**WHAT IS REQUIRED**
Without any of their pictures, return all of the records exactly.

**PROVIDED RECORDS**
◇ ◇ ◇ ◇ ◇
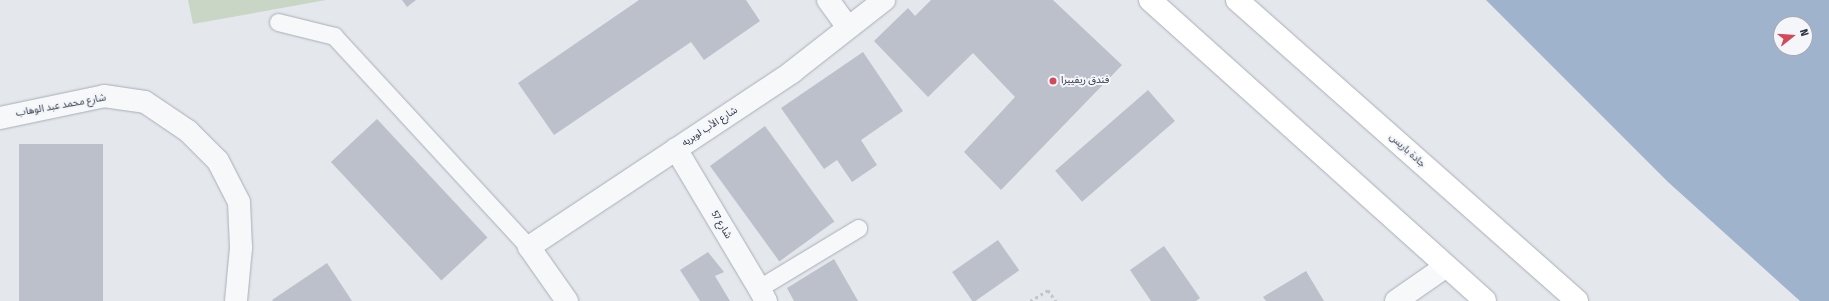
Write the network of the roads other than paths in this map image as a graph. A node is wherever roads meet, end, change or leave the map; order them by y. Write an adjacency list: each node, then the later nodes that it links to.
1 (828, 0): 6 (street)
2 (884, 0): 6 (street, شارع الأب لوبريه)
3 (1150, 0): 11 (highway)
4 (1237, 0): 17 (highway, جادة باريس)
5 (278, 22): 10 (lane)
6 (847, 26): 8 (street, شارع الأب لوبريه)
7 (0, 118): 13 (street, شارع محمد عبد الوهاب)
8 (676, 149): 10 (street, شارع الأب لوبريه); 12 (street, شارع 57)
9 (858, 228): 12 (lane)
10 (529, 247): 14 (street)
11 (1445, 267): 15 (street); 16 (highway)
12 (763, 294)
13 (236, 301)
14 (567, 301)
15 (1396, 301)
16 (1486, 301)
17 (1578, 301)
◇ ◇ ◇ ◇ ◇
**EXERCISE RESULT**
Write the network of the roads other than paths in this map image as a graph. A node is wherever roads meet, end, change or leave the map; order them by y. Write an adjacency list: each node, then the later nodes that it links to.
1 (828, 0): 6 (street)
2 (884, 0): 6 (street, شارع الأب لوبريه)
3 (1150, 0): 11 (highway)
4 (1237, 0): 17 (highway, جادة باريس)
5 (278, 22): 10 (lane)
6 (847, 26): 8 (street, شارع الأب لوبريه)
7 (0, 118): 13 (street, شارع محمد عبد الوهاب)
8 (676, 149): 10 (street, شارع الأب لوبريه); 12 (street, شارع 57)
9 (858, 228): 12 (lane)
10 (529, 247): 14 (street)
11 (1445, 267): 15 (street); 16 (highway)
12 (763, 294)
13 (236, 301)
14 (567, 301)
15 (1396, 301)
16 (1486, 301)
17 (1578, 301)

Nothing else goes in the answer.